Freddy looked mad. Real mad. Burn victim anyway, but now he was a demon. Standing there, over her bed, his burnt flesh sticking to his shirt, it made you want to scream. Nancy’s barely able to breathe, her skin, alabaster white now, now sweating bullets. Raspy voice and daggered hand and hateful eyes, Freddy could kill you just as soon look at you. In the dream you’d see him coming a far way off. Three-quarters the way you knew he had your number, just by the way he was walking up to you with a casual anybody. A striped shirt with a brown leather hat perched on top his ghoulish face. Knife-fingered hands. Knives that could rip flesh easy as tearing a paper wall. Knives long enough to go through one side, and poke out the other. Nancy couldn’t get her legs to respond to her urge run. You’d hear about Nancy later as you were walking down Elm Street and think that she’d been killed in her sleep, and not in her dreams.

A Capulet was somebody who lived on the right side of Verona, somebody you didn’t fool with or talk nasty to. Didn’t speak to a Montague at all no matter the place or the occasion. Montague’s say they cannot love again, but one pretty girl and now star-crossed-lovers and Capulet-Montague feuds forgotten. You could find them hanging around anywhere without escorts or chaperones.
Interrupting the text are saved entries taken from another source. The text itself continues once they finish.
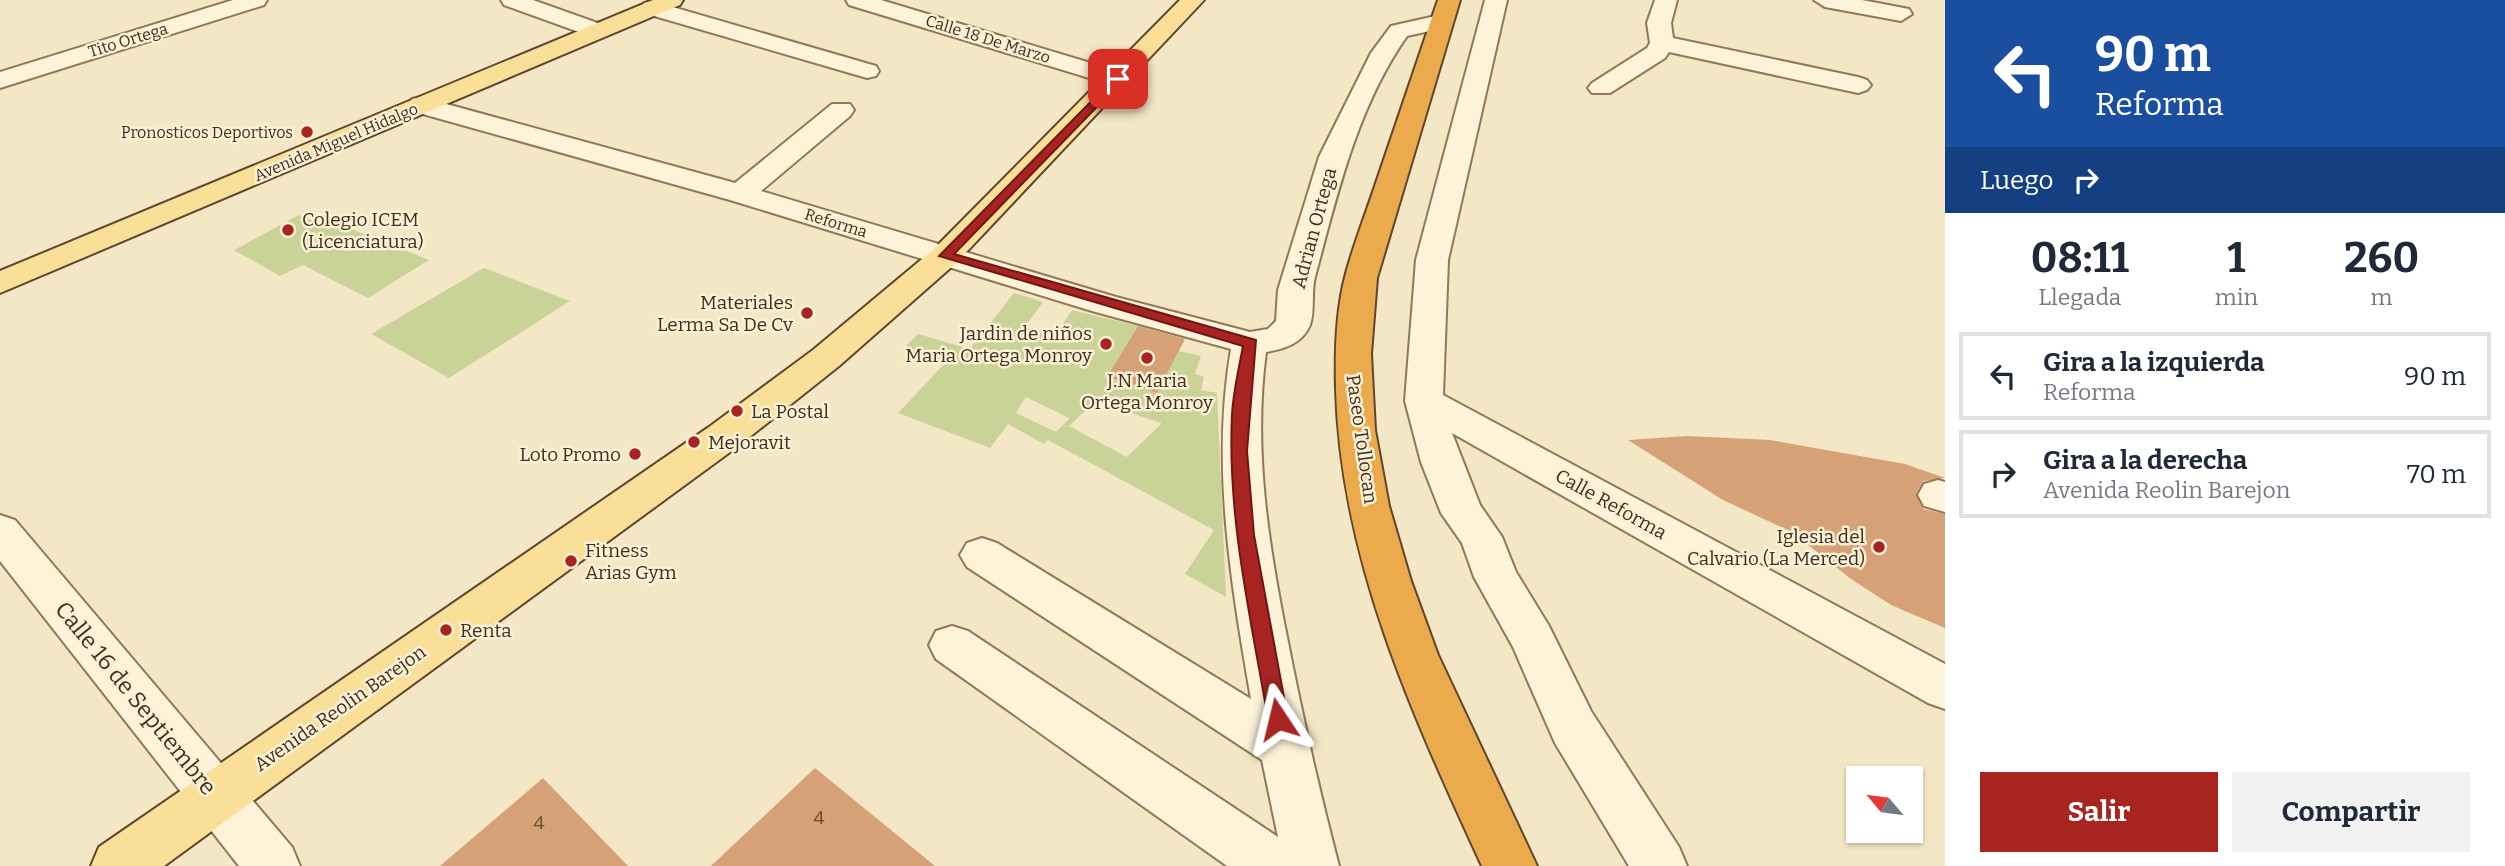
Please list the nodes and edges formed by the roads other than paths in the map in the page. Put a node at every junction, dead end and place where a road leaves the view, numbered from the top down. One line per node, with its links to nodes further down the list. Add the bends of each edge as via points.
1 (256, 0): 15 (street, Tito Ortega)
2 (512, 0): 11 (street)
3 (858, 0): 14 (street, Calle 18 De Marzo)
4 (1193, 0): 14 (main road, Avenida Reolin Barejon)
5 (1496, 0): 24 (street, via 1432,260)
6 (1666, 0): 12 (street, via 1660,23)
7 (1825, 0): 10 (street)
8 (662, 4): 11 (main road, Avenida Miguel Hidalgo); 13 (street)
9 (1445, 11): 23 (street, Adrian Ortega, via 1399,31 1383,52 1333,157 1296,290 1293,324 1279,340); 35 (highway, Paseo Tollocan, via 1361,278 1353,320 1354,413 1376,531 1396,601 1430,693)
10 (1901, 14)
11 (598, 31): 18 (main road, Avenida Miguel Hidalgo)
12 (1662, 43): 16 (street); 17 (street, via 1656,53)
13 (867, 71)
14 (1118, 79): 21 (main road, Avenida Reolin Barejon)
15 (0, 80)
16 (1858, 85)
17 (1601, 88)
18 (421, 105): 20 (street, Reforma); 22 (main road, Avenida Miguel Hidalgo)
19 (841, 110): 20 (street)
20 (740, 194): 21 (street, Reforma)
21 (945, 256): 23 (street, Reforma); 30 (main road, Avenida Reolin Barejon, via 826,358 723,437)
22 (0, 284)
23 (1250, 343): 29 (street, via 1240,424 1245,535)
24 (1424, 401): 28 (street, Calle Reforma); 36 (street, via 1441,462 1462,513 1481,537 1496,577 1573,727)
25 (0, 531): 30 (street, Calle 16 de Septiembre)
26 (982, 555): 29 (street)
27 (952, 645): 33 (street)
28 (1945, 688)
29 (1282, 745): 34 (street)
30 (216, 796): 31 (main road, Avenida Reolin Barejon); 32 (street, Calle 16 de Septiembre)
31 (118, 866)
32 (273, 866)
33 (1273, 866)
34 (1312, 866)
35 (1510, 866)
36 (1660, 866)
The Capulet girl had that fair, light, bright, almost naïve countenance and the Montague boy and his big sword but all that was to be destroyed in an instant because they did not communicate and because they had this crazy idea that they couldn’t live without one another and soliloquies and drinking poison and once both are good and forever cold, their love preserved without ever vowing to love one another or making a half-hearted attempt, just cut to the chase so that way when the family’s last speak their names and tears can fall true and the feud can end with servants drunkenly tell William Shakespeare the truth of it all. So it goes.
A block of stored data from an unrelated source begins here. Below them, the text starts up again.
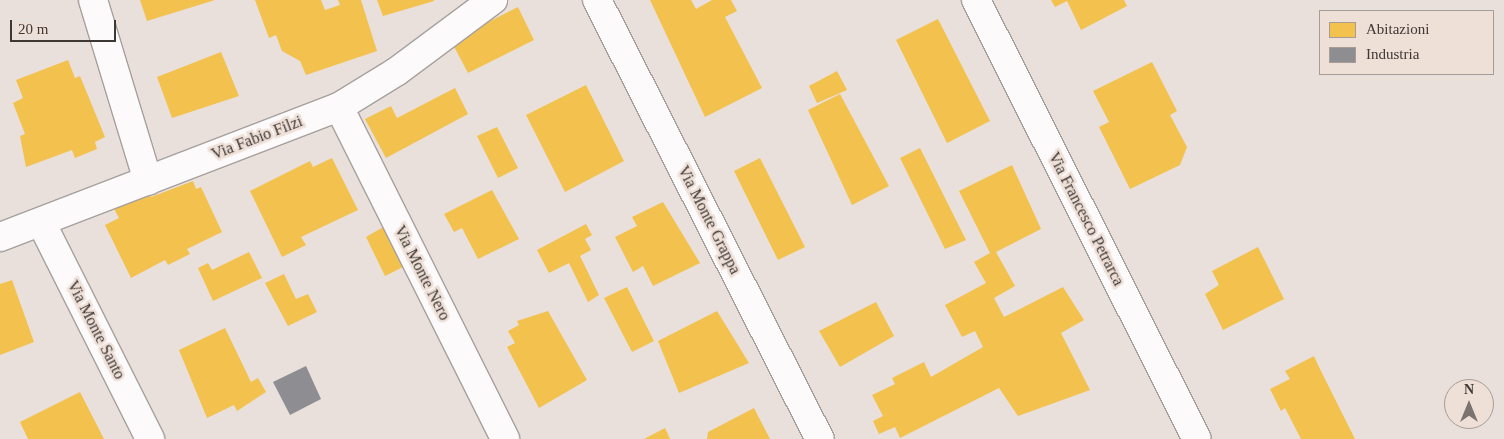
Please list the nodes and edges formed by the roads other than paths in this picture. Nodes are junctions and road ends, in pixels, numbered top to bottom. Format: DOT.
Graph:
graph roads {
  1 [pos="93,0"];
  2 [pos="492,0"];
  3 [pos="597,0"];
  4 [pos="976,0"];
  5 [pos="339,107"];
  6 [pos="148,181"];
  7 [pos="41,222"];
  8 [pos="0,237"];
  9 [pos="150,439"];
  10 [pos="505,439"];
  11 [pos="820,439"];
  12 [pos="1196,439"];
  1 -- 6 [label="street"];
  2 -- 5 [label="street, Via Fabio Filzi"];
  3 -- 11 [label="street, Via Monte Grappa"];
  4 -- 12 [label="street, Via Francesco Petrarca"];
  5 -- 6 [label="street, Via Fabio Filzi"];
  5 -- 10 [label="street, Via Monte Nero"];
  6 -- 7 [label="street, Via Fabio Filzi"];
  7 -- 8 [label="street, Via Fabio Filzi"];
  7 -- 9 [label="street, Via Monte Santo"];
}
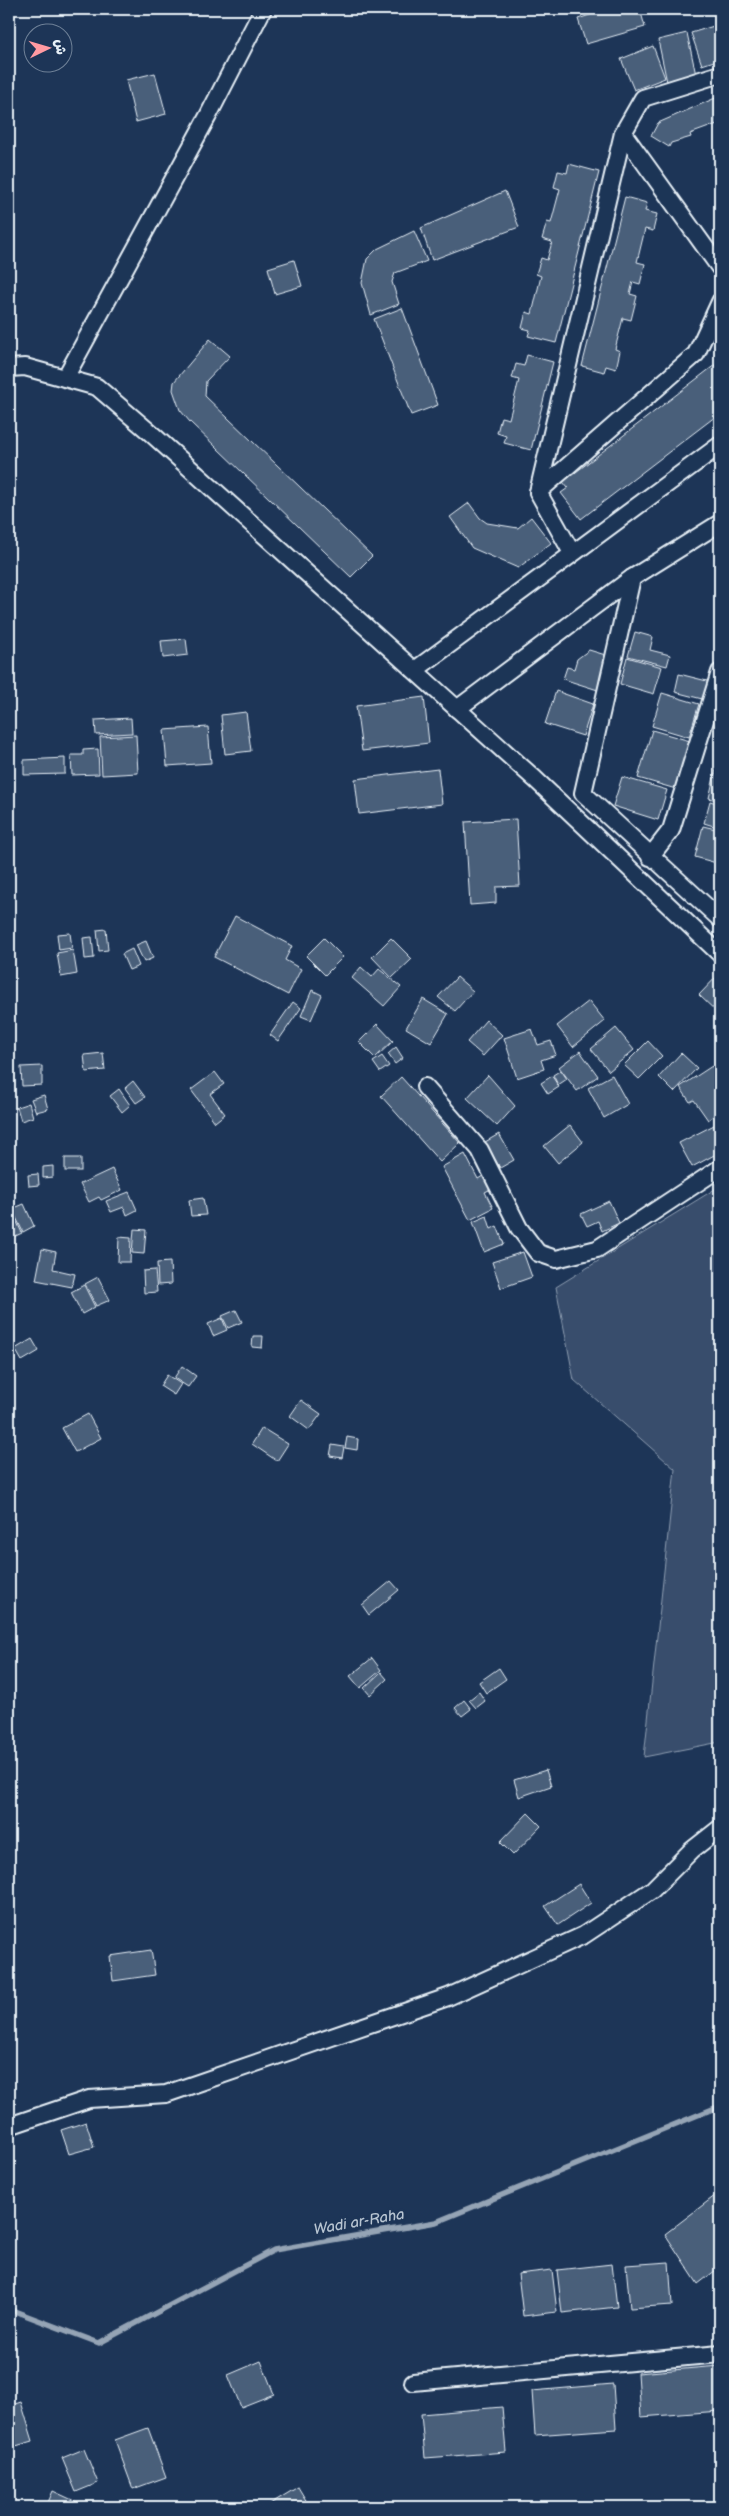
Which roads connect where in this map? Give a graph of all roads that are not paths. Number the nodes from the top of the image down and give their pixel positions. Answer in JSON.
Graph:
{"nodes":[{"id":1,"x":262,"y":9,"type":"edge"},
{"id":2,"x":720,"y":74,"type":"edge"},
{"id":3,"x":623,"y":134,"type":"junction"},
{"id":4,"x":720,"y":268,"type":"edge"},
{"id":5,"x":720,"y":302,"type":"edge"},
{"id":6,"x":9,"y":368,"type":"edge"},
{"id":7,"x":65,"y":378,"type":"junction"},
{"id":8,"x":720,"y":444,"type":"edge"},
{"id":9,"x":538,"y":492,"type":"junction"},
{"id":10,"x":720,"y":523,"type":"edge"},
{"id":11,"x":572,"y":553,"type":"junction"},
{"id":12,"x":632,"y":578,"type":"junction"},
{"id":13,"x":415,"y":670,"type":"junction"},
{"id":14,"x":720,"y":672,"type":"edge"},
{"id":15,"x":458,"y":709,"type":"junction"},
{"id":16,"x":650,"y":856,"type":"junction"},
{"id":17,"x":720,"y":919,"type":"edge"},
{"id":18,"x":720,"y":954,"type":"edge"},
{"id":19,"x":425,"y":1087,"type":"dead end"},
{"id":20,"x":720,"y":1168,"type":"edge"},
{"id":21,"x":720,"y":1828,"type":"edge"},
{"id":22,"x":9,"y":2126,"type":"edge"},
{"id":23,"x":720,"y":2354,"type":"edge"},
{"id":24,"x":413,"y":2382,"type":"dead end"}],
"edges":[{"from":1,"to":7,"type":"street"},
{"from":2,"to":3,"type":"street"},
{"from":3,"to":4,"type":"street"},
{"from":3,"to":9,"type":"street"},
{"from":5,"to":9,"type":"street"},
{"from":6,"to":7,"type":"street"},
{"from":7,"to":13,"type":"street"},
{"from":8,"to":11,"type":"street"},
{"from":9,"to":11,"type":"street"},
{"from":10,"to":12,"type":"street"},
{"from":11,"to":13,"type":"street"},
{"from":12,"to":15,"type":"street"},
{"from":12,"to":16,"type":"street"},
{"from":13,"to":15,"type":"street"},
{"from":14,"to":16,"type":"street"},
{"from":15,"to":18,"type":"street"},
{"from":16,"to":17,"type":"street"},
{"from":19,"to":20,"type":"street"},
{"from":21,"to":22,"type":"street"},
{"from":23,"to":24,"type":"street"}]}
These passages summarize well known stories that rely on visual displays.

Wideman's prose are reminiscent of Marquez and Cortazar and the stories of magical realism. These stories forgo the rules of grammar and punctuation to make their meanings clearer than following those rules can allow. The run on sentences create build up, and suspense. The incomplete sentences make the thought all the more absolute. In "The Continuity of Parks", as the murderer approaches his victim, no verbs are used, creating snapshots instead of motion scenes. In "The Handsomest Drowned Man in the World", as the women described how the drowned man must have been in life, the sentences running on and on leaving the reader breathless, as it were, reading their description. These authors, Wideman, Marquez, and Cortazar, understand that rules, in language and writing, are meant to be bent and even broken. They are bent and broken to make their meanings more than just groups of letters on the page.
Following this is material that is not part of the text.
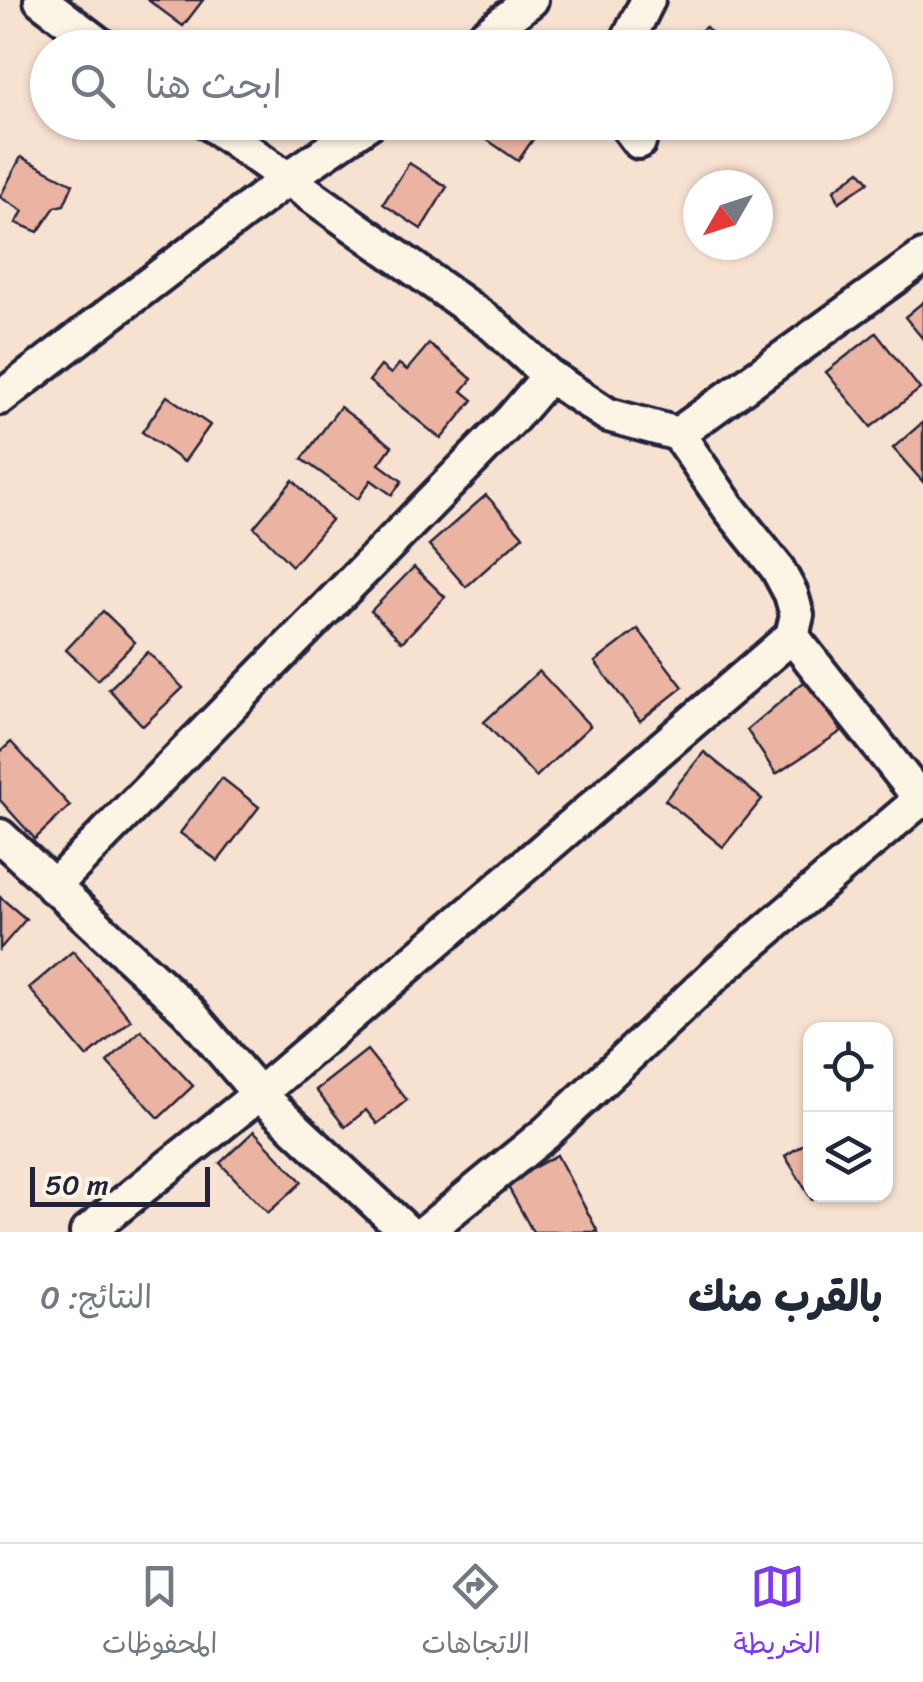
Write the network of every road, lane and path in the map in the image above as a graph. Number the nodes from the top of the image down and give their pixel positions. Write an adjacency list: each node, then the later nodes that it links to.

This was easily my favorite blog. Rewriting these passages was like writing creatively. The first passage was fairly easy to rewrite. The passage relied heavily on setting a tone in the description of a character, which is something I enjoy doing in my own writing, so I went with Freddy from A Nightmare on Elm Street. The second passage had me stumped. It was a gossipy way of writing. Something I imagined farm women or soldiers in a trench might say, in a general sense. Then I recalled how Romeo and Juliet opened. The play opens with two servants gossiping about the tragedy that befell the Capulets and Monatgues, because of Romeo and Juliet. Once I had picked the topics, the writing was easy.